Market share for buy-to-let applications in London rose for the first time since Q2 of 2017, growing from 12.4% in Q4 of 2017 to 16.5% in the first quarter this year, Commercial Trust has found.

Overall, the South East still leads the way, having also grown its market share from 17.2% in Q4 of 2017, to 19.2% in Q1 of 2018. This means that London has also closed the gap on the South East’s overall market share.

Andrew Turner, chief executive at Commercial Trust, said: “From our latestquarterly data, it is clear that property investment in London and the South East is very much alive and kicking – and if anything, growing.
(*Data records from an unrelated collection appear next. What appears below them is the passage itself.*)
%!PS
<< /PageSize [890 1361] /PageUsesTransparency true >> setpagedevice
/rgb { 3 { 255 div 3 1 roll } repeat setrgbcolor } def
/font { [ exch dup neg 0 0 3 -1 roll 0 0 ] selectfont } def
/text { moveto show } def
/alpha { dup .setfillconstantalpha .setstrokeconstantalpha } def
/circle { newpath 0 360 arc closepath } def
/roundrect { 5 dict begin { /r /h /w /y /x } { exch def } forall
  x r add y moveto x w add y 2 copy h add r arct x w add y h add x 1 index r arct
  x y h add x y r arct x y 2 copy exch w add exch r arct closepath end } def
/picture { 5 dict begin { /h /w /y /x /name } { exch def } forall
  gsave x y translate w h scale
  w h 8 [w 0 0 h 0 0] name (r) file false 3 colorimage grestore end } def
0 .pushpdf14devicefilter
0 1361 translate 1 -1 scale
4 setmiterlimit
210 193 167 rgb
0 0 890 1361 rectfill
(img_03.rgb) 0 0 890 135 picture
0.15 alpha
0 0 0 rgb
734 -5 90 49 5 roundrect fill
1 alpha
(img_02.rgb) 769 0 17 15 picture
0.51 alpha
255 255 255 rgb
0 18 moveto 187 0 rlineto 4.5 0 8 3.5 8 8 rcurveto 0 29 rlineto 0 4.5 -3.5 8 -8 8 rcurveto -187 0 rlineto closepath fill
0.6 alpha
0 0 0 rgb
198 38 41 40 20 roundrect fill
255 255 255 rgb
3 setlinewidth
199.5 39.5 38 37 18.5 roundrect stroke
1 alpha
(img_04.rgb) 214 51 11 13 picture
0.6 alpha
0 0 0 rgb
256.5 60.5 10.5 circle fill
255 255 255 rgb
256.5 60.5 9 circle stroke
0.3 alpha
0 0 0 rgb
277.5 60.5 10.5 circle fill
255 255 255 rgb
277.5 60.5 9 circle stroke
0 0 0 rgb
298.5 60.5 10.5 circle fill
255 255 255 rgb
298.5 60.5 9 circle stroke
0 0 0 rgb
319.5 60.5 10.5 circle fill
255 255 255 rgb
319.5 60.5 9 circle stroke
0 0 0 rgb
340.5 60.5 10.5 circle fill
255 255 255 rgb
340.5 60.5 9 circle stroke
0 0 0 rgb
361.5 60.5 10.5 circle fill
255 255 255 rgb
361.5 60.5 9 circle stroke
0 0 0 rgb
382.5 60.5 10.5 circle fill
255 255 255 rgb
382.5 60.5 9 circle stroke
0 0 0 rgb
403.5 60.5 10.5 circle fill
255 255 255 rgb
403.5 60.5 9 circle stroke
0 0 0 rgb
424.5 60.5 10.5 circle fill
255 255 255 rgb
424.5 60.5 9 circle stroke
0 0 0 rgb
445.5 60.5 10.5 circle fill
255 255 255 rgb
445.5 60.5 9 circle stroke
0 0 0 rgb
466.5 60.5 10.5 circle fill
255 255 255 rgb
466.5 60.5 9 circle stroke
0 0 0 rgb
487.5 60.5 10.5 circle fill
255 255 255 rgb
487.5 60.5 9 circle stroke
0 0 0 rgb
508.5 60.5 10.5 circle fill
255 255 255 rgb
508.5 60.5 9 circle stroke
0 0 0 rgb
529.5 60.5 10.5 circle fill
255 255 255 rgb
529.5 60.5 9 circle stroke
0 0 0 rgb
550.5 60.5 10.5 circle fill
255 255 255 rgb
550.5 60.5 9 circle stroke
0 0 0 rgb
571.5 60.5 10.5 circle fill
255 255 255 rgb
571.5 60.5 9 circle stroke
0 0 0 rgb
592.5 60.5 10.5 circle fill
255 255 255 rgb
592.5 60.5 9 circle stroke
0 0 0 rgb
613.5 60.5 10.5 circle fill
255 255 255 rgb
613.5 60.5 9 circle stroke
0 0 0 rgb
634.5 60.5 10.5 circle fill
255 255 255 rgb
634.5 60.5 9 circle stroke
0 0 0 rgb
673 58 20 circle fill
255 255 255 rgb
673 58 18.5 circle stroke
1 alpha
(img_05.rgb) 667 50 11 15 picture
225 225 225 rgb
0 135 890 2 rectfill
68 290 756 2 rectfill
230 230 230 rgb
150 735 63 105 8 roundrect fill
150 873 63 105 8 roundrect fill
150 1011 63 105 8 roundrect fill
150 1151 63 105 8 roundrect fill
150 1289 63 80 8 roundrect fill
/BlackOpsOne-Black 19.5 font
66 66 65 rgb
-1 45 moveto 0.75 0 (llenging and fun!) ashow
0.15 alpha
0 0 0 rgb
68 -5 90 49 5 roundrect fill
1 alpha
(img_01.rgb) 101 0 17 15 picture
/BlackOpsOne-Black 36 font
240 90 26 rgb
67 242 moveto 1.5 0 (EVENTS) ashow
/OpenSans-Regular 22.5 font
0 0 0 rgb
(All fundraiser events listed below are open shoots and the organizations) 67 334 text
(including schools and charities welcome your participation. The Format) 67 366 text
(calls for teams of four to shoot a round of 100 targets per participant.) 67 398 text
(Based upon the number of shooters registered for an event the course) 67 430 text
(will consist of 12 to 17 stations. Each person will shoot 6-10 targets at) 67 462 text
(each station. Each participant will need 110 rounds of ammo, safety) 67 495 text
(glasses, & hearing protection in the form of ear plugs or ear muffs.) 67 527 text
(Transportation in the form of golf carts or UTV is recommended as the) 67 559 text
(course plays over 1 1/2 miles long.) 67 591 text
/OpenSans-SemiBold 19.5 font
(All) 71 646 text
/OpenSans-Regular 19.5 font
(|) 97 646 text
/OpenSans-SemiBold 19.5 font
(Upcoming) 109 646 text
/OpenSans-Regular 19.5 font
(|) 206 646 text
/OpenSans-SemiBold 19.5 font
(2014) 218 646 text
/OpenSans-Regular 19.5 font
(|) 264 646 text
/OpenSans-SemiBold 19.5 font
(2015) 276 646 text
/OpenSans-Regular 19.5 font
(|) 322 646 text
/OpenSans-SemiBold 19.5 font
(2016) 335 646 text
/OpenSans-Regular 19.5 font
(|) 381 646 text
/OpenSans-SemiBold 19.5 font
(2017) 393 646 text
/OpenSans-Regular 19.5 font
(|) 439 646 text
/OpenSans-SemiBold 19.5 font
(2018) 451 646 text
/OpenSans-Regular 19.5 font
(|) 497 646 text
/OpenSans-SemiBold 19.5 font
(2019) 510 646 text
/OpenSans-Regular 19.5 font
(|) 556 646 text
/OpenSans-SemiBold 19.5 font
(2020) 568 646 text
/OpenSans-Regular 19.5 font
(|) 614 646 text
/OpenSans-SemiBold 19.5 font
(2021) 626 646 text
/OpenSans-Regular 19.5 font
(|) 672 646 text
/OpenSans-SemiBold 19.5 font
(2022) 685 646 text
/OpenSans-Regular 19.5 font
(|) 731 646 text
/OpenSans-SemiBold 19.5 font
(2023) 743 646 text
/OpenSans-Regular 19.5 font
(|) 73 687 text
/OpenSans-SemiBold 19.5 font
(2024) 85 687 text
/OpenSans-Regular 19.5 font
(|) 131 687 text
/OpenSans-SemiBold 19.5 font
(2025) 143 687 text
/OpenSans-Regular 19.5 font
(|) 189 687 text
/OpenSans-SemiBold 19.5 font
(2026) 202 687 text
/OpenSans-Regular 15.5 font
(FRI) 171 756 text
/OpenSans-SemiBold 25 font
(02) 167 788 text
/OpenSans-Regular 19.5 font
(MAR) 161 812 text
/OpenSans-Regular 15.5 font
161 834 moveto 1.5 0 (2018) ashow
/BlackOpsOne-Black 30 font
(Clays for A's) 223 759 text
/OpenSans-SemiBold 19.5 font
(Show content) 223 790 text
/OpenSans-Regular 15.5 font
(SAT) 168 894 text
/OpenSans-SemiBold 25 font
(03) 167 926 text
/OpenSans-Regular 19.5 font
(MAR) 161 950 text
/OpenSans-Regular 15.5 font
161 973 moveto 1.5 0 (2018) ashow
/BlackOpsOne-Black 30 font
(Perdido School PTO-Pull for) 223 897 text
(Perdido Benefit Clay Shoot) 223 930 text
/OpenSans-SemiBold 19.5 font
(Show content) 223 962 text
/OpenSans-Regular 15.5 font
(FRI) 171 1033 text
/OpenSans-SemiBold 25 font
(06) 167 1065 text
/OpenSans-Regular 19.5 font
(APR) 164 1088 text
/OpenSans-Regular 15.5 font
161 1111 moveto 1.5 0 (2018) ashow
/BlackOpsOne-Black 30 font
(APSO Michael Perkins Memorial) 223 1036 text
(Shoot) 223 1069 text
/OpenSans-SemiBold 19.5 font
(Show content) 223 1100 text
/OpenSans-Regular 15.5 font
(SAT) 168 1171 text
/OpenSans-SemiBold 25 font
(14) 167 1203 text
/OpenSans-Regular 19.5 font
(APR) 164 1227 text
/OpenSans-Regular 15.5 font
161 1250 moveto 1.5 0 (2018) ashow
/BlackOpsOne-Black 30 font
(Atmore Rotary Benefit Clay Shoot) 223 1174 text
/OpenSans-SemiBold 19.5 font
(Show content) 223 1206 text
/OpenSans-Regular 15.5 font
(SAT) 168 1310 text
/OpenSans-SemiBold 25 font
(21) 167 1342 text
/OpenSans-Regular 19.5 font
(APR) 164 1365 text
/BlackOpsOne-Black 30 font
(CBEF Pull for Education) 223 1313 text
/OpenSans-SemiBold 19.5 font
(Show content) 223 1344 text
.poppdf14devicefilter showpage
“The report perhaps also reflects the effect of the introduction of the 3% stamp duty surcharge in April 2016, which of course would have been more keenly felt by investors in the more expensive properties found in this part of the country.

“London and the South East remain regions of high demand for rental property and a recent article from City AM indicated that property prices in the capital have continued to fall, perhaps creating something of a buyers’ market for investors.

“I think the data also reflects a regained sense of confidence in London and the South East, among landlords with capital to spend.”

The biggest increase in market share, quarter on quarter, was recorded by the East Midlands, which saw a 5% increase in the first three months of 2018.

Scotland and Wales also saw an upsurge in market share over the same period by almost 2%.

Overall, London and the South East still make up a significant proportion of the buy-to-let application market share, although the North West has grown since 2016.

Turner added: “Similarly, the North West continues to see significant infrastructure investment and projects like HS2 will have the potential to further enhance opportunities for economic development in the long term.

“This in turn may attract more businesses, creating jobs, migration and further rental demand, whilst at the same time potentially contributing to property price growth.”